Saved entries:
****************

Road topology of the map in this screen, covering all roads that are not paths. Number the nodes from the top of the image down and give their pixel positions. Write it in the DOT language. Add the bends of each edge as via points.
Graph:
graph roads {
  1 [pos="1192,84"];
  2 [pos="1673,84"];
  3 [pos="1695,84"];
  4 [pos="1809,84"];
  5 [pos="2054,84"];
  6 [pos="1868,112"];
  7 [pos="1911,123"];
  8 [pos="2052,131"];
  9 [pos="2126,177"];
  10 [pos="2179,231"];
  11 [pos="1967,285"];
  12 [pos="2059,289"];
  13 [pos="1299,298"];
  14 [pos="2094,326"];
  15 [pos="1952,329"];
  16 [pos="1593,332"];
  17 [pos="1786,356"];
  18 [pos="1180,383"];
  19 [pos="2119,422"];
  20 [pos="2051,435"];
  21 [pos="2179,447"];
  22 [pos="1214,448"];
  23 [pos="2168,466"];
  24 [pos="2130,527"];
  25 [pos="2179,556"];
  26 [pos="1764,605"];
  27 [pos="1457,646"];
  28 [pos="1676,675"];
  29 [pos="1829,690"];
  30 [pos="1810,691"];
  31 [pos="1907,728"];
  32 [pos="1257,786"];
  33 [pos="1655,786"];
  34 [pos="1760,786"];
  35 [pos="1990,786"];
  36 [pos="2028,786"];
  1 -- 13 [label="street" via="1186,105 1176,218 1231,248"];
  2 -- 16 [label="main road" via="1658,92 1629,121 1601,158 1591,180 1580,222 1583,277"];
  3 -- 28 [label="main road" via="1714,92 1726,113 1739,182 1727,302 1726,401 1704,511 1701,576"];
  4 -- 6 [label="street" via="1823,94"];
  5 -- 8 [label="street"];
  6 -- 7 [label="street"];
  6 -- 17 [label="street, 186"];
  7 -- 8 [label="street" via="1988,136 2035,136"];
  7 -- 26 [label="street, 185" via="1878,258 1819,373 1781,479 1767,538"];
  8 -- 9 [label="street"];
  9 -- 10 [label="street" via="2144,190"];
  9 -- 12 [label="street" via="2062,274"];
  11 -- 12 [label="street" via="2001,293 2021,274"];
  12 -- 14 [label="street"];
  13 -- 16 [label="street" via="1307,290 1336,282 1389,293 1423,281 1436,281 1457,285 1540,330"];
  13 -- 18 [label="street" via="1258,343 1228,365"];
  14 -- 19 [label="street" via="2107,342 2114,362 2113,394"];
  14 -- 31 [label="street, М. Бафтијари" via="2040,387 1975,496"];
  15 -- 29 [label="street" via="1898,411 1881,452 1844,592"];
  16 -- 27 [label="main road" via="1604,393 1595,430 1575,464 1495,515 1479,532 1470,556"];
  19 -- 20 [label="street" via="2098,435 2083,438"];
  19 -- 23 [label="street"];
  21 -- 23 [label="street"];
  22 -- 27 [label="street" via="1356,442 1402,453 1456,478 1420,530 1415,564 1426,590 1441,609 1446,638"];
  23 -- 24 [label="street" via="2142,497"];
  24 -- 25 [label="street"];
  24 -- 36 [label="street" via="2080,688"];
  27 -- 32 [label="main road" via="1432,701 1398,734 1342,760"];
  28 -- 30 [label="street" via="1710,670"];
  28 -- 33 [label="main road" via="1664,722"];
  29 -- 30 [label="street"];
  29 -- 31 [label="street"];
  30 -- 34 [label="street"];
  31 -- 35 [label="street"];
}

****************

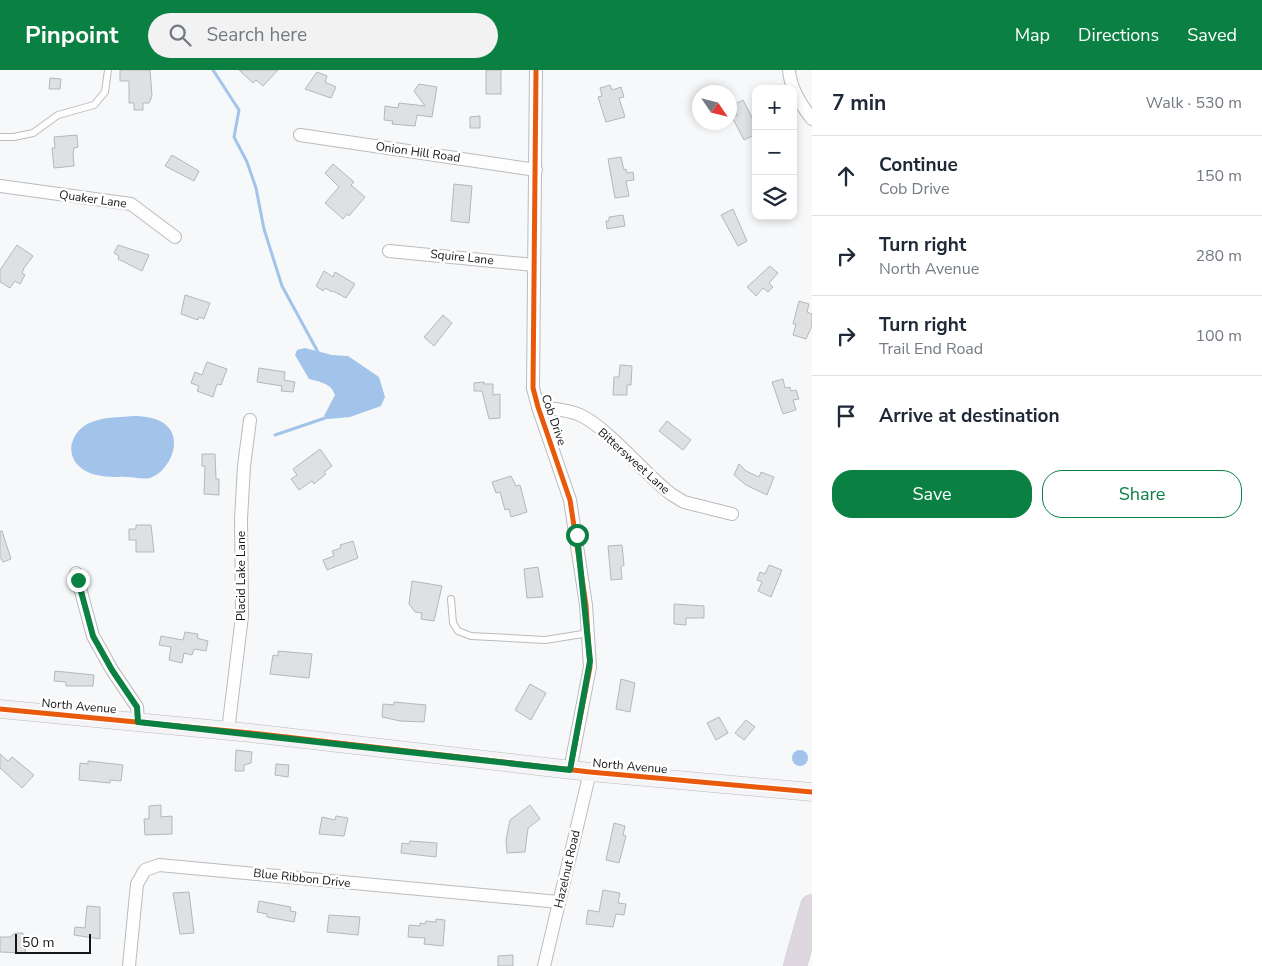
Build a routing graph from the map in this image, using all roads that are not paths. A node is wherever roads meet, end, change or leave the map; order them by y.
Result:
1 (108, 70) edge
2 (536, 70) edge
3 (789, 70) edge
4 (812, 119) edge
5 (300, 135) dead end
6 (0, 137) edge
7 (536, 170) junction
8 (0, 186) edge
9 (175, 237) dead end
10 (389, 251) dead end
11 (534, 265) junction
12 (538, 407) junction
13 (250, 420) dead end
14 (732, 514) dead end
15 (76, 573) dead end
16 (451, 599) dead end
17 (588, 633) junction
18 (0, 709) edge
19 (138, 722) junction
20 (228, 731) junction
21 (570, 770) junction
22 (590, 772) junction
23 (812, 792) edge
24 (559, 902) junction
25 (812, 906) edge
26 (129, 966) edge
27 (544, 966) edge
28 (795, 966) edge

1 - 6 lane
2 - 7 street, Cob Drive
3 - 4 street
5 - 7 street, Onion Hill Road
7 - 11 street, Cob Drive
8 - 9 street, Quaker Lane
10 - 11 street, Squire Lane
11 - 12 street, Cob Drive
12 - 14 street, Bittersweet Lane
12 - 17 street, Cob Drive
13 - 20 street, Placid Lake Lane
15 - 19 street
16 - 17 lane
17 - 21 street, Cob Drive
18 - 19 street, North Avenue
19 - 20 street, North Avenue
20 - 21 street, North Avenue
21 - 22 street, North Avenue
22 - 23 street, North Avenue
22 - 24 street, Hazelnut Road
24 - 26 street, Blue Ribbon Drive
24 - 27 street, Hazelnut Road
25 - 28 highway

****************

(HOW TO COMPLETE THIS TASK) Out of the records above, pull each line containing the word "main".

(ANSWER BOX)
  2 -- 16 [label="main road" via="1658,92 1629,121 1601,158 1591,180 1580,222 1583,277"];
  3 -- 28 [label="main road" via="1714,92 1726,113 1739,182 1727,302 1726,401 1704,511 1701,576"];
  16 -- 27 [label="main road" via="1604,393 1595,430 1575,464 1495,515 1479,532 1470,556"];
  27 -- 32 [label="main road" via="1432,701 1398,734 1342,760"];
  28 -- 33 [label="main road" via="1664,722"];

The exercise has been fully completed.